Collected data entries:
※

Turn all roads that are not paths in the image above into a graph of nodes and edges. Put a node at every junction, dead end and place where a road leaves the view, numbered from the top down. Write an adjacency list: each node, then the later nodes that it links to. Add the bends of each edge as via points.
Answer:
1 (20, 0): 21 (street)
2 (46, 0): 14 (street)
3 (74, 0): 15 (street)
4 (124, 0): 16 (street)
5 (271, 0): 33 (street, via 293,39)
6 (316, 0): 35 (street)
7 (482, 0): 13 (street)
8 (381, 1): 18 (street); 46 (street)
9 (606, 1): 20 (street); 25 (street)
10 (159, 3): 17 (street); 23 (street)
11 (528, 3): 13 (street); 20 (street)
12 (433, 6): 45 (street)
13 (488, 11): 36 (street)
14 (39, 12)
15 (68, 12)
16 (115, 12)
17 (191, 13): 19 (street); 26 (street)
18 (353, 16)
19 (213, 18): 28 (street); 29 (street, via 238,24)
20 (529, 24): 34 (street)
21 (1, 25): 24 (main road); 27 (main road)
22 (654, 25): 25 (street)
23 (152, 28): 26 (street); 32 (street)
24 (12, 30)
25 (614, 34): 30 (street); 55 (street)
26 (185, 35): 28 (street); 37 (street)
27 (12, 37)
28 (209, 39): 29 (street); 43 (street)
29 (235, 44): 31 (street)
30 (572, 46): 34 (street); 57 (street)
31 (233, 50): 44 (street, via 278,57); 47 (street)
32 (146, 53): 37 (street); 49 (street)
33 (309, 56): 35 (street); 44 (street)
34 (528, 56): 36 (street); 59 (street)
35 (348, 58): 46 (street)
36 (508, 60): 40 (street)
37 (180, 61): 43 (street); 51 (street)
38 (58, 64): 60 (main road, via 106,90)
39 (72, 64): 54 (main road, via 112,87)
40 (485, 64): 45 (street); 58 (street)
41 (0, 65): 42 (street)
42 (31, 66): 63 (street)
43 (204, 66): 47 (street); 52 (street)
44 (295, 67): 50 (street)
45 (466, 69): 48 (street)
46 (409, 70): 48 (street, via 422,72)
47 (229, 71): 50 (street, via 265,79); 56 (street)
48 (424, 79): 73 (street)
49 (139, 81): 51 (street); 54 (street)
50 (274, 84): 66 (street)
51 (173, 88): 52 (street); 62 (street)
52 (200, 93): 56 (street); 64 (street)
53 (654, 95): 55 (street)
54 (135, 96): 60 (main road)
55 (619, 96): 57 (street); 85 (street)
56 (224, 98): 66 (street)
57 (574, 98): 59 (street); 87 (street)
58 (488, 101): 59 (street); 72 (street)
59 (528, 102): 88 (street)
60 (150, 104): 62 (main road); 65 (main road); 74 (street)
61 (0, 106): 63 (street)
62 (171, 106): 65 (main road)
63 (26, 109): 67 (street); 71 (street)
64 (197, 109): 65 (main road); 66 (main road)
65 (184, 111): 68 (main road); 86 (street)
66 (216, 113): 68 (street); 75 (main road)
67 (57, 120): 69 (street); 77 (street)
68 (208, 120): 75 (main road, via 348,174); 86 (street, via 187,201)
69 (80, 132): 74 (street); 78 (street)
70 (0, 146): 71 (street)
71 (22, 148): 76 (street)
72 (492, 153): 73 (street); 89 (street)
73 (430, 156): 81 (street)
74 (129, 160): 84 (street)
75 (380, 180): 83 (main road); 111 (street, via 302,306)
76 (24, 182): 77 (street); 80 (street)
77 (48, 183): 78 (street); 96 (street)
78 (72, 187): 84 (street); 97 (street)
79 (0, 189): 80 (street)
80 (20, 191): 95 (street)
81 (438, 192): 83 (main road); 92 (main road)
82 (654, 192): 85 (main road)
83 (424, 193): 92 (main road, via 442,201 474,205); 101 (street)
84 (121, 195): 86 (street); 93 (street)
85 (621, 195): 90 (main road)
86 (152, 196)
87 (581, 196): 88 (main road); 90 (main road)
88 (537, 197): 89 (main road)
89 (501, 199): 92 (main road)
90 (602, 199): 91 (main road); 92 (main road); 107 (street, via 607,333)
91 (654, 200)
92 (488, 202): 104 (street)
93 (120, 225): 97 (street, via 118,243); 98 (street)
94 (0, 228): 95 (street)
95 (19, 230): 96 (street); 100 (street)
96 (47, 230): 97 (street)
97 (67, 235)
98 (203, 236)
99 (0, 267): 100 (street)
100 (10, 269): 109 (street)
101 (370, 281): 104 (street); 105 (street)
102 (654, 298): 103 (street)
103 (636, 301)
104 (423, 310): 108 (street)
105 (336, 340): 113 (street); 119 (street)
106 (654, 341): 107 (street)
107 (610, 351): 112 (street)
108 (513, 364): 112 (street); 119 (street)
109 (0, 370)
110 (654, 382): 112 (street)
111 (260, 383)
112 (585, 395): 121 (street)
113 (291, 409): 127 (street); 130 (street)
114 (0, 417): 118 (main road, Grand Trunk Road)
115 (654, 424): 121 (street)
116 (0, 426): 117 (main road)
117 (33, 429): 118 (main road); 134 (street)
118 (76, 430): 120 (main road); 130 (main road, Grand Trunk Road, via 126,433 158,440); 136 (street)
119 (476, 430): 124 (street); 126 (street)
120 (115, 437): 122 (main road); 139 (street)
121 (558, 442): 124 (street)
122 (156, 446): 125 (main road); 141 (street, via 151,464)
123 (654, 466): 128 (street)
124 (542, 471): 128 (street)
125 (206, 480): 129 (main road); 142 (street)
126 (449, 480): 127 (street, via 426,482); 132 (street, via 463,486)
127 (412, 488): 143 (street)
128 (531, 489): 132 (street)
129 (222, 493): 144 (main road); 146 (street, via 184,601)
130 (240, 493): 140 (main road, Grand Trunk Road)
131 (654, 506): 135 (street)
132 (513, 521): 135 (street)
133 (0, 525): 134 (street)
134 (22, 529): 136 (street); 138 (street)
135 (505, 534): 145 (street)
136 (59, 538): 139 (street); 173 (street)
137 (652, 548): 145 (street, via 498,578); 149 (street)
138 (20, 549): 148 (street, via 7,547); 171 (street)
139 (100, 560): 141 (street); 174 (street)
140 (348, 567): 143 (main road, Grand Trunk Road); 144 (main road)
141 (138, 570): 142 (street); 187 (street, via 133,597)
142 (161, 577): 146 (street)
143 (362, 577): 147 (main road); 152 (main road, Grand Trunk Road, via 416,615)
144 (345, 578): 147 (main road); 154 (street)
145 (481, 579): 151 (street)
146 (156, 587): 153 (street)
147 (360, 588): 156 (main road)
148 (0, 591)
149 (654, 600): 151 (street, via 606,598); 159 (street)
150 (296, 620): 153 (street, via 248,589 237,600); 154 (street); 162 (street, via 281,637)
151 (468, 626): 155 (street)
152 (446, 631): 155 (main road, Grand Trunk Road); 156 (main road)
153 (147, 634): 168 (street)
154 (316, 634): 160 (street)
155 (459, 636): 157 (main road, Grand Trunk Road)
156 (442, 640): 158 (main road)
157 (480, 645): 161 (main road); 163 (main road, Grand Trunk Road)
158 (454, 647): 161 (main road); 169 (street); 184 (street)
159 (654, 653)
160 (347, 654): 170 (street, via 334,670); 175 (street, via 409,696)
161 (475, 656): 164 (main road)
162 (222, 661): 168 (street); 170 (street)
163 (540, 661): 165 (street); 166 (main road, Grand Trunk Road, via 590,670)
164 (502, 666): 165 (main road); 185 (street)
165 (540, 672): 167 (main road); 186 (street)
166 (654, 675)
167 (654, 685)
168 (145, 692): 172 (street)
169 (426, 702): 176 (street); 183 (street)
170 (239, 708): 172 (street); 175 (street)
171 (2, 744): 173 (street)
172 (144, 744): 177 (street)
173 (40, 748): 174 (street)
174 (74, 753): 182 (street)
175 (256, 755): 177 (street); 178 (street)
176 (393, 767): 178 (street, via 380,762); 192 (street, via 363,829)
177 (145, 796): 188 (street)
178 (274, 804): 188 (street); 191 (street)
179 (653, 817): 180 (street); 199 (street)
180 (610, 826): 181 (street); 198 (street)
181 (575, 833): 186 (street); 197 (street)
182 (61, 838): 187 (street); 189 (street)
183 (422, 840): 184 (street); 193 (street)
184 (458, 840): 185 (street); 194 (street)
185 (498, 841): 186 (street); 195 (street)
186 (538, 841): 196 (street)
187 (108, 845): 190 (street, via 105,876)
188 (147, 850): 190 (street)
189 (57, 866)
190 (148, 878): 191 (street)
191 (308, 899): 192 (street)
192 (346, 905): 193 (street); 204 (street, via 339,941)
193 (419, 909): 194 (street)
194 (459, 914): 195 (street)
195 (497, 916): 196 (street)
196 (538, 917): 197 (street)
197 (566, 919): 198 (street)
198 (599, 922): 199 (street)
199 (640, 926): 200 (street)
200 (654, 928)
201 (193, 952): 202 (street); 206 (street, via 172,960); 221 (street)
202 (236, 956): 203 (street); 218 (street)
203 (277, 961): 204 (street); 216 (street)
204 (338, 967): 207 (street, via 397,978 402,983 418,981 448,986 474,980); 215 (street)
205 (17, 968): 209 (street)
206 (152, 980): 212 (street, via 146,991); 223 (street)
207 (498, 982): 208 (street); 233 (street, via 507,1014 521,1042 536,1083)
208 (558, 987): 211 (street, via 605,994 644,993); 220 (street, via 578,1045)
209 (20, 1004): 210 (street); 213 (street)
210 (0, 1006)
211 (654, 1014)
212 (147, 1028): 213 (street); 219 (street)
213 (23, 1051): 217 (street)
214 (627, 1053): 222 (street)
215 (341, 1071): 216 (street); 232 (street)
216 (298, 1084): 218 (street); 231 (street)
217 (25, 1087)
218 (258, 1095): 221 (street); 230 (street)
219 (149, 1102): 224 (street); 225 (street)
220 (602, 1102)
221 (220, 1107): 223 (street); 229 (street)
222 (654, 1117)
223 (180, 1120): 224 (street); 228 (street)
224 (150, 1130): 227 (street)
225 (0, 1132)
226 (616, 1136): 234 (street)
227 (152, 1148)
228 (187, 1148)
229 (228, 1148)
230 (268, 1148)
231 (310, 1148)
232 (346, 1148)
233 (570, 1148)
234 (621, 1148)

※

DIRECTIONS FOR THIS TASK: For this exercise, return every line from the data that holds the string "Trunk".

THE COMPLETED TASK:
114 (0, 417): 118 (main road, Grand Trunk Road)
118 (76, 430): 120 (main road); 130 (main road, Grand Trunk Road, via 126,433 158,440); 136 (street)
130 (240, 493): 140 (main road, Grand Trunk Road)
140 (348, 567): 143 (main road, Grand Trunk Road); 144 (main road)
143 (362, 577): 147 (main road); 152 (main road, Grand Trunk Road, via 416,615)
152 (446, 631): 155 (main road, Grand Trunk Road); 156 (main road)
155 (459, 636): 157 (main road, Grand Trunk Road)
157 (480, 645): 161 (main road); 163 (main road, Grand Trunk Road)
163 (540, 661): 165 (street); 166 (main road, Grand Trunk Road, via 590,670)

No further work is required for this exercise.